__Directions for this task__
A verbatim copy of all the data is required; the pictures should not appear in it.

__Stored data entries__
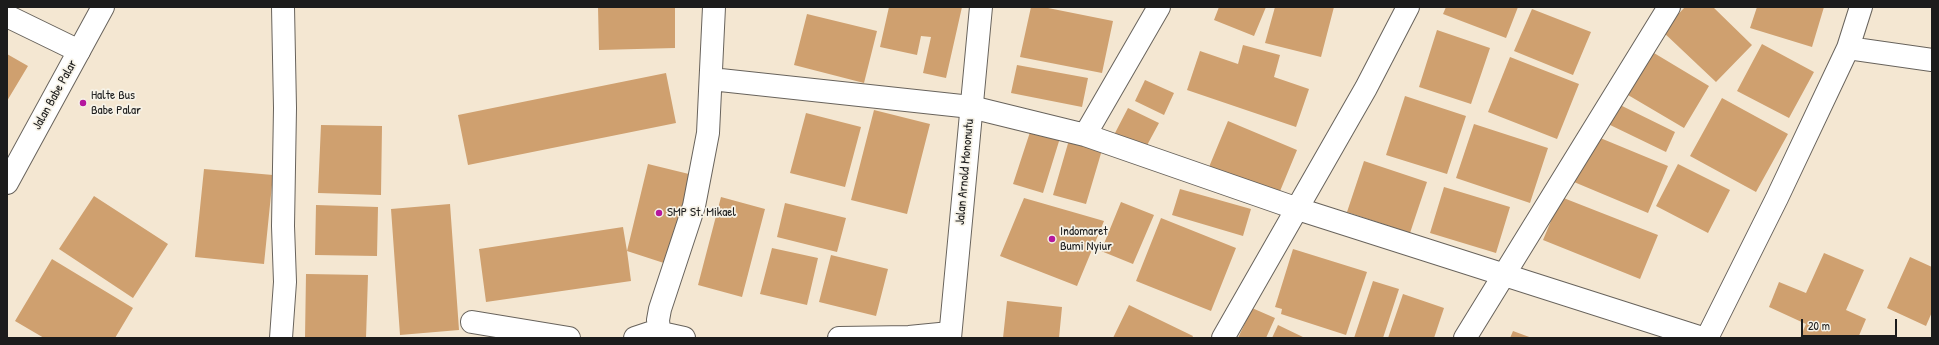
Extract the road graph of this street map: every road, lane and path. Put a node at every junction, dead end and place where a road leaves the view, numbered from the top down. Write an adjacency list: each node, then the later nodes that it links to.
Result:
1 (103, 7): 11 (street, Jalan Babe Palar)
2 (283, 7): 22 (street)
3 (714, 7): 13 (street)
4 (981, 7): 14 (street, Jalan Arnold Mononutu)
5 (1159, 7): 15 (street)
6 (1408, 7): 17 (street)
7 (1669, 7): 18 (street)
8 (1861, 7): 10 (street)
9 (7, 16): 11 (street)
10 (1848, 48): 12 (street); 30 (street)
11 (79, 51): 16 (street, Jalan Babe Palar)
12 (1932, 60)
13 (711, 79): 14 (street); 20 (street)
14 (971, 107): 15 (street); 21 (street, Jalan Arnold Mononutu)
15 (1085, 135): 17 (street)
16 (7, 182)
17 (1298, 209): 18 (street); 27 (street)
18 (1503, 274): 28 (street); 29 (street)
19 (472, 322): 23 (street)
20 (659, 330): 24 (street); 25 (street)
21 (950, 336): 26 (street)
22 (281, 338)
23 (569, 338)
24 (635, 338)
25 (684, 338)
26 (839, 338)
27 (1223, 338)
28 (1465, 338)
29 (1702, 338)
30 (1707, 338)

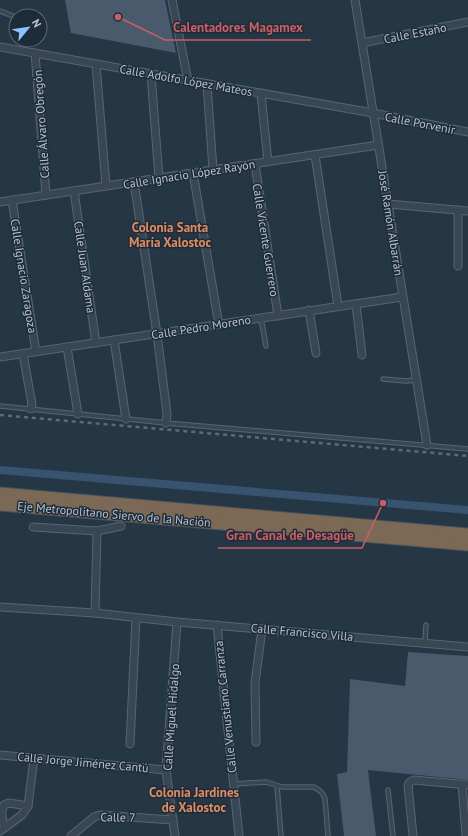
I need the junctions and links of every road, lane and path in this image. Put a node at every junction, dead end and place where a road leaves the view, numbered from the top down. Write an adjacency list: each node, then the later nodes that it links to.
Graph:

__Result for this task__
Extract the road graph of this street map: every road, lane and path. Put a node at every junction, dead end and place where a road leaves the view, numbered from the top down. Write an adjacency list: each node, then the later nodes that it links to.
Result:
1 (103, 7): 11 (street, Jalan Babe Palar)
2 (283, 7): 22 (street)
3 (714, 7): 13 (street)
4 (981, 7): 14 (street, Jalan Arnold Mononutu)
5 (1159, 7): 15 (street)
6 (1408, 7): 17 (street)
7 (1669, 7): 18 (street)
8 (1861, 7): 10 (street)
9 (7, 16): 11 (street)
10 (1848, 48): 12 (street); 30 (street)
11 (79, 51): 16 (street, Jalan Babe Palar)
12 (1932, 60)
13 (711, 79): 14 (street); 20 (street)
14 (971, 107): 15 (street); 21 (street, Jalan Arnold Mononutu)
15 (1085, 135): 17 (street)
16 (7, 182)
17 (1298, 209): 18 (street); 27 (street)
18 (1503, 274): 28 (street); 29 (street)
19 (472, 322): 23 (street)
20 (659, 330): 24 (street); 25 (street)
21 (950, 336): 26 (street)
22 (281, 338)
23 (569, 338)
24 (635, 338)
25 (684, 338)
26 (839, 338)
27 (1223, 338)
28 (1465, 338)
29 (1702, 338)
30 (1707, 338)

I need the junctions and links of every road, lane and path in this image. Put a node at every junction, dead end and place where a road leaves the view, numbered from the top down. Write an adjacency list: each node, then the later nodes that it links to.
Graph:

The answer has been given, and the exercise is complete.